■ What you have to do: A single number is required: the count of lines in the following entries that include the word "Nodes".

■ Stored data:
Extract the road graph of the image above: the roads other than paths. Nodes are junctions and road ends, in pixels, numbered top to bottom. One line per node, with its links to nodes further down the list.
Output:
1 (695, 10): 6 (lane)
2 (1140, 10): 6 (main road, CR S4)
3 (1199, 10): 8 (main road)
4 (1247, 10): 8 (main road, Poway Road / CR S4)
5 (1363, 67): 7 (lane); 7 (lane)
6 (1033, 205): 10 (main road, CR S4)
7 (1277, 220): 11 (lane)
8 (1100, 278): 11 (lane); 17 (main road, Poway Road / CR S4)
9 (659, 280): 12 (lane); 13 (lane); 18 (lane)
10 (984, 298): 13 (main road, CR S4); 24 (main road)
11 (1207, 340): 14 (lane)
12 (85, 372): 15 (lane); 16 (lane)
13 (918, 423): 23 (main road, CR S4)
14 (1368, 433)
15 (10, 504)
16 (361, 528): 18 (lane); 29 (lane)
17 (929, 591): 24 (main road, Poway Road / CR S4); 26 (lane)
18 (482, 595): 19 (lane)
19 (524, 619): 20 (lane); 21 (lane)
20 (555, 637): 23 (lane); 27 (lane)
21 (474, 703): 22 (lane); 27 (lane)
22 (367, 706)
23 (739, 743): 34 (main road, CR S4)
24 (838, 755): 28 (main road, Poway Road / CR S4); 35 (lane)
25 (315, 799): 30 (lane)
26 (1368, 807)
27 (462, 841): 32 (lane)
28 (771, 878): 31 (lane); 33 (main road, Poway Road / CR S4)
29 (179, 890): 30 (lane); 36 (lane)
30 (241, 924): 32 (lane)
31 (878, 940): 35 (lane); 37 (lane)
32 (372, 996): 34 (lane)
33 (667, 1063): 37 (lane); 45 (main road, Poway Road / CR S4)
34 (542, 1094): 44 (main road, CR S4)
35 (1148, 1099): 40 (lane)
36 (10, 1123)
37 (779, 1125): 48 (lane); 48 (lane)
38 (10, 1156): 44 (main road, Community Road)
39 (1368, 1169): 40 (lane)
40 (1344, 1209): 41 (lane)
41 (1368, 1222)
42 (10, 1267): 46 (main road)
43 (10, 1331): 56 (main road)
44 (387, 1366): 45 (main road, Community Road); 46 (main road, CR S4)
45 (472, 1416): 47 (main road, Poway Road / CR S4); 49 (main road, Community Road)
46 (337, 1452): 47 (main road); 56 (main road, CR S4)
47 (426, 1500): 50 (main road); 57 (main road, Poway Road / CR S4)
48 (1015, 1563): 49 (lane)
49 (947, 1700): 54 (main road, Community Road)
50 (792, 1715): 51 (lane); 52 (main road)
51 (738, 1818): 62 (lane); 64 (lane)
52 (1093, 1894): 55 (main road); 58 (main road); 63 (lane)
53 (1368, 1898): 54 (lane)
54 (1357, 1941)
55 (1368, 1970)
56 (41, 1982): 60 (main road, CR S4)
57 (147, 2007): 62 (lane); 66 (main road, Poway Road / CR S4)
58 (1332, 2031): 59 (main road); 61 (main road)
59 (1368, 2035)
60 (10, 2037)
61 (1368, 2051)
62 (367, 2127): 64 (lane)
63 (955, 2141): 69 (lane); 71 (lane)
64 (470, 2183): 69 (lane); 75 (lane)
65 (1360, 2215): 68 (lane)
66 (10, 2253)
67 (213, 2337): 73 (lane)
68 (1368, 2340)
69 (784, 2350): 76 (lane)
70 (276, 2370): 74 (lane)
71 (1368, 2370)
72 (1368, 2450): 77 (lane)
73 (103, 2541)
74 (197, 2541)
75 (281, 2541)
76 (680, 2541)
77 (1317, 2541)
==
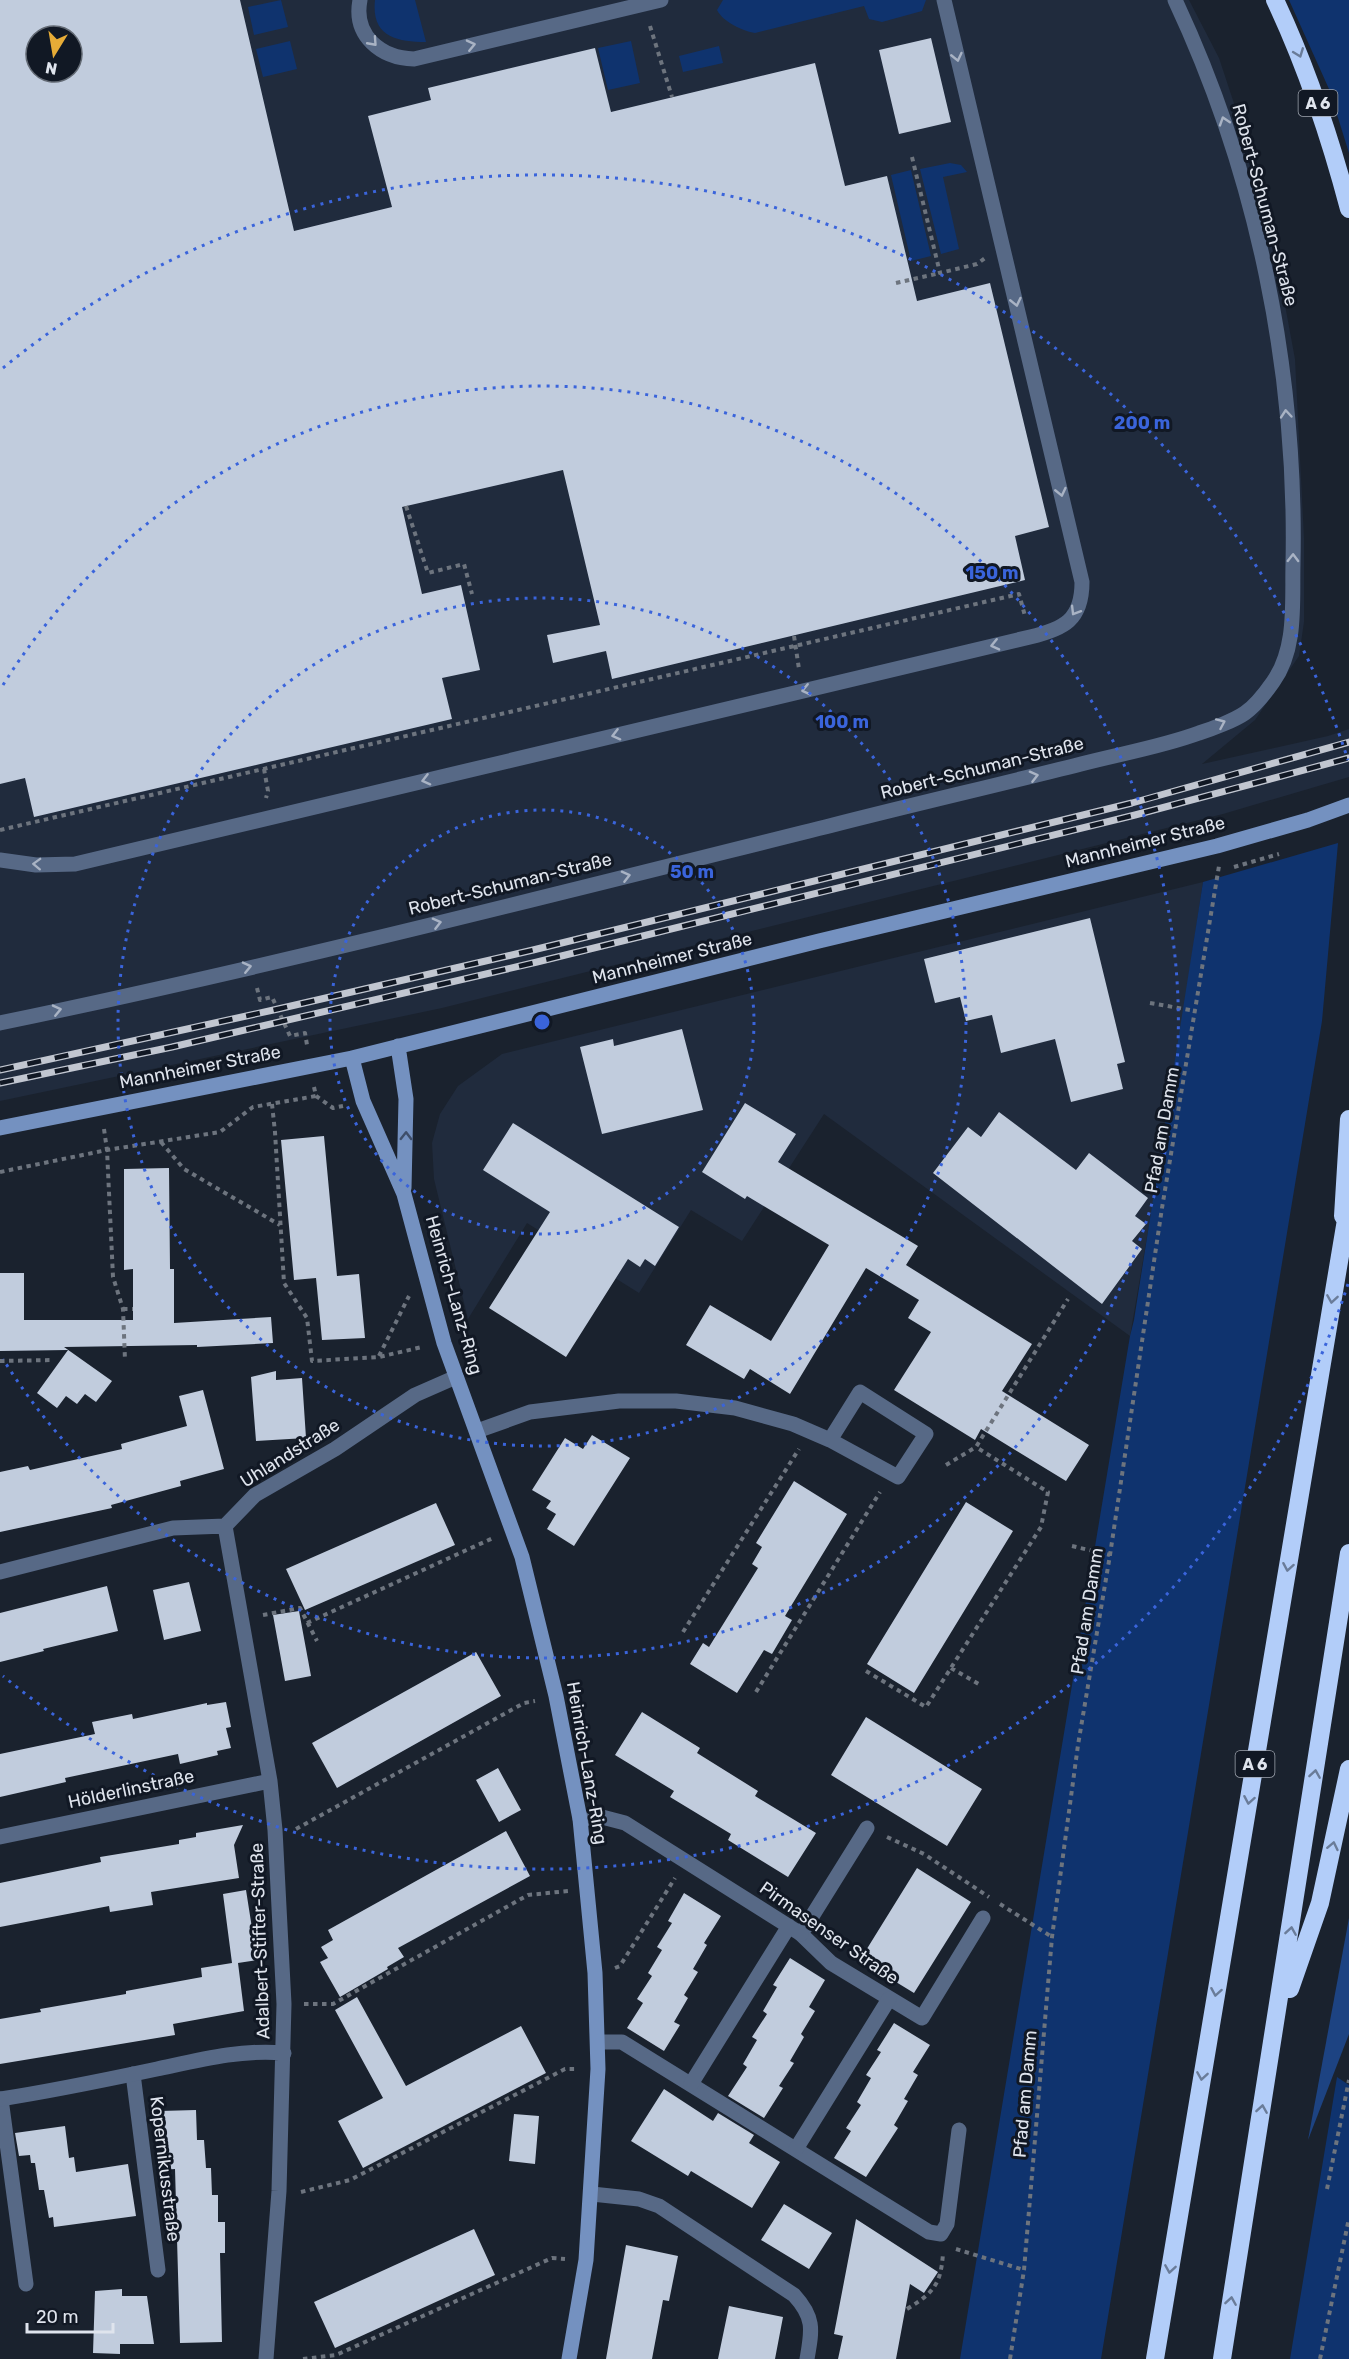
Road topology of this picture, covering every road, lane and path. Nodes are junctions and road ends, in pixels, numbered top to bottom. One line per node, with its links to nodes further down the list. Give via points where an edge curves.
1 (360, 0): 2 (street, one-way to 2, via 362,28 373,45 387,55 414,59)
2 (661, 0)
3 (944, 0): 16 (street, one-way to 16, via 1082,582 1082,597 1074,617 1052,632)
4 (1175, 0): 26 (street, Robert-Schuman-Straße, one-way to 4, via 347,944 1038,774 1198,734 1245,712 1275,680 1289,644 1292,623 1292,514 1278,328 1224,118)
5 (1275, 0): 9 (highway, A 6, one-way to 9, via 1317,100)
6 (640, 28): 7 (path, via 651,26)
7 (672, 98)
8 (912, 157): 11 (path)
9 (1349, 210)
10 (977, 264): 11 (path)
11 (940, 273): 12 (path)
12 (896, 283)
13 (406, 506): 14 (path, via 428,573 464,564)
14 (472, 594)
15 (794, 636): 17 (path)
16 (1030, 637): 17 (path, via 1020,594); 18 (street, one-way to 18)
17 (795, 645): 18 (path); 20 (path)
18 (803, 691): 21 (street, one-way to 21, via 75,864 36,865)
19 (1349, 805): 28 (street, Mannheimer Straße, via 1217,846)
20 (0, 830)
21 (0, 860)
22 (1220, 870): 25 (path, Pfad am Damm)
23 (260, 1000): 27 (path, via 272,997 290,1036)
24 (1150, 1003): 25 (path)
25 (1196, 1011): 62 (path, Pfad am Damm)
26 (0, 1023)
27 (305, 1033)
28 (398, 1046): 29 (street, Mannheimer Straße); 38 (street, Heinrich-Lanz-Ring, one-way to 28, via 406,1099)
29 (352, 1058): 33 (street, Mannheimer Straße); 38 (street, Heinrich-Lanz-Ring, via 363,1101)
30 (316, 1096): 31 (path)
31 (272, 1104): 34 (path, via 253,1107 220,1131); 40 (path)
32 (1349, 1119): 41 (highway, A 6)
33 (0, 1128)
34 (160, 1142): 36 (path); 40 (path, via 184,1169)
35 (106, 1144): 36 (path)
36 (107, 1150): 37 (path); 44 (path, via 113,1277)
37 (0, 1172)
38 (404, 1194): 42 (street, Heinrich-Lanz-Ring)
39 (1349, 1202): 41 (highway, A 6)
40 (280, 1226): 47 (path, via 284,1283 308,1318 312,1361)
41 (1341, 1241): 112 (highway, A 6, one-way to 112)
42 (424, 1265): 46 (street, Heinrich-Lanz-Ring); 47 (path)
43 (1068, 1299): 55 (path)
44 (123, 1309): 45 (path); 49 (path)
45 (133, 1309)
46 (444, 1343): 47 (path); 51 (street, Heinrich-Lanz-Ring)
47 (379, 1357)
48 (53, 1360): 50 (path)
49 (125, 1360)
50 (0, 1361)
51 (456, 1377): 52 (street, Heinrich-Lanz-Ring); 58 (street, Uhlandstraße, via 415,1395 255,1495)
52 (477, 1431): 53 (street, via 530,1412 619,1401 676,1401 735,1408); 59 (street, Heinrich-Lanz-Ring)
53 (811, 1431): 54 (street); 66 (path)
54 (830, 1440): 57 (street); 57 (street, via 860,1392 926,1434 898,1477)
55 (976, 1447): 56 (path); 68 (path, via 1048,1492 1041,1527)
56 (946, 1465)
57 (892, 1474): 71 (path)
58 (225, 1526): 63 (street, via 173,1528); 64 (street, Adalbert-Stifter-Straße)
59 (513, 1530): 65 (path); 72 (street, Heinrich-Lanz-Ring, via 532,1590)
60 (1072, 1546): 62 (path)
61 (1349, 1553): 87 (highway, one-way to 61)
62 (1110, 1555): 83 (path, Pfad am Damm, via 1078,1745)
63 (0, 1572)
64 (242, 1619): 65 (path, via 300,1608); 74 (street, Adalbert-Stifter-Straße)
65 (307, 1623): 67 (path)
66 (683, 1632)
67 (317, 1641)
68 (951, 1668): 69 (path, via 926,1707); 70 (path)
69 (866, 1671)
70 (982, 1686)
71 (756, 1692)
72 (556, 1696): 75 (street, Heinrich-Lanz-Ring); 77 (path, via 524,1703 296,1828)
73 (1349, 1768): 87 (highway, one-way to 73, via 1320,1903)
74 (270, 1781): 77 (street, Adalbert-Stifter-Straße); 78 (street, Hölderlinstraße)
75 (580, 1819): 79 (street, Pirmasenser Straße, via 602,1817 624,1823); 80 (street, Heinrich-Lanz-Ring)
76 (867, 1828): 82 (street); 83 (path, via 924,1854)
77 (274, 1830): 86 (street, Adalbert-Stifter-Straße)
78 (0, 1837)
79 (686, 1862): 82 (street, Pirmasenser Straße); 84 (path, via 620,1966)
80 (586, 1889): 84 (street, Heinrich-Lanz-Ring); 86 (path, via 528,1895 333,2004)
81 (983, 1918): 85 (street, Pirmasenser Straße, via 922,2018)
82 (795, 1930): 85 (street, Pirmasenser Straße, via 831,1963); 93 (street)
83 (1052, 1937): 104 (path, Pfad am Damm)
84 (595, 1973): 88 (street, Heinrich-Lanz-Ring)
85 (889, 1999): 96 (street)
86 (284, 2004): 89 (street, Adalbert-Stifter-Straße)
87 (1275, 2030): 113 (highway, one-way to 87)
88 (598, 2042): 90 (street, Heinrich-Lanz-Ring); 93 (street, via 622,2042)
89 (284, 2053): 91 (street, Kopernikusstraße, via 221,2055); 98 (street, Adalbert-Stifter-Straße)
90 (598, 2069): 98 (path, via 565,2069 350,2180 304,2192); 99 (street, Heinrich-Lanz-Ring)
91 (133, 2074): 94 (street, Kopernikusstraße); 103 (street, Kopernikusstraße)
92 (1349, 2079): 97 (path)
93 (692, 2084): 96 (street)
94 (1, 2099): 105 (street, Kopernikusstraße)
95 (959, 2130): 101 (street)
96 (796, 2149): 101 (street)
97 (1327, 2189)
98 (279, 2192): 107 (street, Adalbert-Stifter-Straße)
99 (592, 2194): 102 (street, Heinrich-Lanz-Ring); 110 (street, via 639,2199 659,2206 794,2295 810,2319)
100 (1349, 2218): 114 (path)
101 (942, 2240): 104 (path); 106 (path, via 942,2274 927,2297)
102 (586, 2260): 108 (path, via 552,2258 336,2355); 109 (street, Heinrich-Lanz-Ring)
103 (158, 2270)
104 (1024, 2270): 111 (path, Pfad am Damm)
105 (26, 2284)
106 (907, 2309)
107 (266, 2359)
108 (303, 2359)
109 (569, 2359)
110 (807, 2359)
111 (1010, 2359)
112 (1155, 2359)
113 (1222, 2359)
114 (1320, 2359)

■ Exercise result: 2